Publication: Healthy Magazine, McAllen, TX

For most patients, a cancer diagnosis is an attack on the mind as well as the body. Effectively managing the progression of emotions triggered by cancer is important to the healing process. Patients often experience several of the commonly recognized stages of grief, including denial, anger, and depression. This is normal, and may last a few days, weeks, or months.

Because every patient’s cancer journey is different, it’s important to recognize and address emotional needs, and work through them using available resources. These could include professional counseling, care team visits, or leaning on friends and family for support during this challenging time. All of these can help patients confront the expected emotional roller coaster that accompanies cancer.

Denial

According to grief expert David Kessler, denial helps people pace feelings of grief. It is nature’s way of letting in only as much as they can handle. As denial fades, patients can begin to confront the feelings that were too painful to deal with initially.

Anger

Patients sometimes feel angry in response to the pain and emotional impact of cancer treatment. However, it’s important to express and confront these feelings to avoid letting anger get the best of you. Try talking with friends, family, and your care team. Journaling can also provide a more private form of emotional expression.

Depression

Many factors can increase your likelihood of becoming depressed, including physical conditions like pain or an advanced stage of cancer, a personal or family history of depression, lack of family support, or a side effect of cancer medication. The most common symptoms of depression in cancer patients are guilt, worthlessness, hopelessness, loss of pleasure, and for some, thoughts of suicide. If you have any of these symptoms for at least two weeks, you should speak with your oncologist about treatment options.

Following are some additional ways to cope with the emotional impact of cancer, as well as some things to avoid.

Do

  • Rely on ways of coping that have helped you in the past. 
  • Deal with cancer “one day at a time.” 
  • Participate in support groups. 
  • Leverage your care team’s expertise to get your questions answered. 
  • Share your news with friends, family, and coworkers when you feel ready. Celebrate good news, whether it’s a small victory or a big win. 
  • Prioritize tasks and eliminate things that are not essential. 
  • Relax with yoga or meditation. 
  • Exercise moderately several times a week to help with feelings of tiredness or anxiety. 

Don’t

  • Fixate on the negative. A report by the American Cancer Society and the National Cancer Institute estimates there are more than 15.5 million cancer survivors alive in the U.S. today, and that number will grow to more than 20 million by 2026. 
  • Feel guilty if you’re having a hard time staying positive. 
  • Suffer in silence. 
  • Be embarrassed or ashamed to ask for help. 
  • Keep your emotions or symptoms a secret from the person closest to you. 

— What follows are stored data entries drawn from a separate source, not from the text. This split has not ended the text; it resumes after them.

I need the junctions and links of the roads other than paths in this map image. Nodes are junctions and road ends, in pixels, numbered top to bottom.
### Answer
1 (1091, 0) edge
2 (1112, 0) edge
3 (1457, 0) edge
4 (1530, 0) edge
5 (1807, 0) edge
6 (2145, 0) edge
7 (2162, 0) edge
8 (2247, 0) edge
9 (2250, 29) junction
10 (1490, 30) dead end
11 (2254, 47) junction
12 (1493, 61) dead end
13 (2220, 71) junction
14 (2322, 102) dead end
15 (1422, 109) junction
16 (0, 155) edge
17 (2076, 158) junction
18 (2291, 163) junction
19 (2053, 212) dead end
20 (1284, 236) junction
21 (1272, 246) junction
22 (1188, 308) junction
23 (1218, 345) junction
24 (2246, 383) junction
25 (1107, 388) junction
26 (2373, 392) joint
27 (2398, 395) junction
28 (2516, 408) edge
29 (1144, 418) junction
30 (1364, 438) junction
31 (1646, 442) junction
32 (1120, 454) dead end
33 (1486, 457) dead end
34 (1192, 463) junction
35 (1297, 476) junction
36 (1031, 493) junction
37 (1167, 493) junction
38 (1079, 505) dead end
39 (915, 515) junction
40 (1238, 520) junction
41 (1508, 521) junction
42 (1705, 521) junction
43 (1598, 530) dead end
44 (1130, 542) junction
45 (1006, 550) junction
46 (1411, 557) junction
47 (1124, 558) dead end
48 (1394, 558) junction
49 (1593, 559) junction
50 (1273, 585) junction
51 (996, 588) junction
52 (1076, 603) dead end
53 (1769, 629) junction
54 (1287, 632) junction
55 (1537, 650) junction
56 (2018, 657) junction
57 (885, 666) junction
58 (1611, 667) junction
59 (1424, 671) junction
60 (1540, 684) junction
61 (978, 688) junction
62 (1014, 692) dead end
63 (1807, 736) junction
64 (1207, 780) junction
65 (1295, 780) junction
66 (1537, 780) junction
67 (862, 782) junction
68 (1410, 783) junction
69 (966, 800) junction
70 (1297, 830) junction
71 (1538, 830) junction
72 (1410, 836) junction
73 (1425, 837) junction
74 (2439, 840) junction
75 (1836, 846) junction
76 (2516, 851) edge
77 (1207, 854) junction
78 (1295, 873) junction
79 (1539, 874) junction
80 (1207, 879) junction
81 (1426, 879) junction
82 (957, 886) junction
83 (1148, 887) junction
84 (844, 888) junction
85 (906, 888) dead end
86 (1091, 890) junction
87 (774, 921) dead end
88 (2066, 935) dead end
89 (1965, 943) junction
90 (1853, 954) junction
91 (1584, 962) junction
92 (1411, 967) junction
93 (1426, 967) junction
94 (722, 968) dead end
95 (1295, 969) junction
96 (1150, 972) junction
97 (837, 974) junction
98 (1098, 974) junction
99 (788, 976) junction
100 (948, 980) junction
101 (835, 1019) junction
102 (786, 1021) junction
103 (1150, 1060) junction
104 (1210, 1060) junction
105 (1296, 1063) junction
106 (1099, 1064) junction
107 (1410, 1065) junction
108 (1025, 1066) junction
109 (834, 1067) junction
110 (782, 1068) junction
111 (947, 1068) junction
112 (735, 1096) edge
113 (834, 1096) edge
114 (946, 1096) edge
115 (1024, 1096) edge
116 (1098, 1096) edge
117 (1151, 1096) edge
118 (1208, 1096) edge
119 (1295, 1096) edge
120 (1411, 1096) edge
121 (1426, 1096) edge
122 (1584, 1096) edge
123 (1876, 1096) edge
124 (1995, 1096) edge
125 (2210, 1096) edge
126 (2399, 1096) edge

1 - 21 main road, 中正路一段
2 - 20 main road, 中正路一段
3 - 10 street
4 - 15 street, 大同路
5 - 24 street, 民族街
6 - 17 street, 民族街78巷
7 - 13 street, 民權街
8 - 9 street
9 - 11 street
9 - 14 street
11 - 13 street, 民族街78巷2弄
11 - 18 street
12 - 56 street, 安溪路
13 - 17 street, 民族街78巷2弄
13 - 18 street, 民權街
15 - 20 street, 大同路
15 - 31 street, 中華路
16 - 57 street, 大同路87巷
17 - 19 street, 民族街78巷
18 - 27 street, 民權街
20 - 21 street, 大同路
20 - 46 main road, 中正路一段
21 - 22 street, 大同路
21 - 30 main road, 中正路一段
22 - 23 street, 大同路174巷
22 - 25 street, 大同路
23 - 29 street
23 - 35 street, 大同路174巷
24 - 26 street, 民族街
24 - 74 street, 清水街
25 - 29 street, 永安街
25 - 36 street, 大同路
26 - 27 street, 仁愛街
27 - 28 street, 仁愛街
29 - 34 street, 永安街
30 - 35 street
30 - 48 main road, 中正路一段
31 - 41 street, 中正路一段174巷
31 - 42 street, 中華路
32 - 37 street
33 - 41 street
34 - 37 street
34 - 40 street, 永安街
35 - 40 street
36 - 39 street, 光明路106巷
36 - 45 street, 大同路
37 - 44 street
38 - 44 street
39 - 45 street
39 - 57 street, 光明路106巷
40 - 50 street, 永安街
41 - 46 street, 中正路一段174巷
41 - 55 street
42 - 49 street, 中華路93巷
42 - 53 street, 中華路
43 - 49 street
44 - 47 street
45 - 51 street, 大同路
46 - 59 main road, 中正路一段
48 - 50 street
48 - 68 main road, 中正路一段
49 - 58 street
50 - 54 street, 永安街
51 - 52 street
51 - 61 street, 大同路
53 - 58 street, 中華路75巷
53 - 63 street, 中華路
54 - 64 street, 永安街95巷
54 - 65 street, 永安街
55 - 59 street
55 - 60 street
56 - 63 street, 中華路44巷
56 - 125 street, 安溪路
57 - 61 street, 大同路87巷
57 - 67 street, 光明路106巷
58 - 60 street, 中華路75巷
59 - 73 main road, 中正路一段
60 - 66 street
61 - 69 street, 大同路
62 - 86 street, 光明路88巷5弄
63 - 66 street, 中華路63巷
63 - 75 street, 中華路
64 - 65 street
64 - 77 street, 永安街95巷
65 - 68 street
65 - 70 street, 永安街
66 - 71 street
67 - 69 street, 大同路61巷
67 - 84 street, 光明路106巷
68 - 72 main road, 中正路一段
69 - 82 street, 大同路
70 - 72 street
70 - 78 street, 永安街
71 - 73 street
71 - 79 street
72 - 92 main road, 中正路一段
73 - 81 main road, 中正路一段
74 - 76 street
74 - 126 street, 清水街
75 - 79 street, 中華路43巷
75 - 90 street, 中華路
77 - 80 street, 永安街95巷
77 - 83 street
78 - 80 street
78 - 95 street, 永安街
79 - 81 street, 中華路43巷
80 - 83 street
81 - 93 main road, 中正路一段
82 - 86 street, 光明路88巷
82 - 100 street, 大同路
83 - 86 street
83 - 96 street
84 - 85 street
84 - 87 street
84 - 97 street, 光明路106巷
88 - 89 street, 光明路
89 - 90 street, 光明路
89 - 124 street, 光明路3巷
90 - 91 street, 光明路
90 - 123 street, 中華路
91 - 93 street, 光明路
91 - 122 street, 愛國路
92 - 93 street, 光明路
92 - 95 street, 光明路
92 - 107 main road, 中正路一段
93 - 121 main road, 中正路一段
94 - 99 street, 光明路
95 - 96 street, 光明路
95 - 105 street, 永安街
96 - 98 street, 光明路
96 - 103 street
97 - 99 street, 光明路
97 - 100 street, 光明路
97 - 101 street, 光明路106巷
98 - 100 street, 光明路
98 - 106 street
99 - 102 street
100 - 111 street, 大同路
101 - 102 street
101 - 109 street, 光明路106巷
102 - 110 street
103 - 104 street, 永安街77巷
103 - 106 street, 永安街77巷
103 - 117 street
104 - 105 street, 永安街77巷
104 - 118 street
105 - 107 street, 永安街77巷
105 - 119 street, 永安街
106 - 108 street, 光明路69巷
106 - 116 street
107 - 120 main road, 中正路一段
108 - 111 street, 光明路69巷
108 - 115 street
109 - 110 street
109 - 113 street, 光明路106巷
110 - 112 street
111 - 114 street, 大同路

While the fight against cancer is not easy, our patients do not fight alone. In addition to committed, caring medical teams, many patients tell us that their experience with cancer revealed just how much – and how many – people love and support them. Putting on a brave face is a form of coping. But it’s important for patients to allow themselves to accept needed help – whether from family, friends, coworkers, patients, or cancer survivors.

The good news is that many support programs and resources are available. Cancer journeys are not one-size-fits all. Each patient must walk the path that suits him or her best.

Nurul Wahid, M.D., is a medical oncologist at Texas Oncology–McAllen, 1901 South 2nd Street in McAllen, Texas.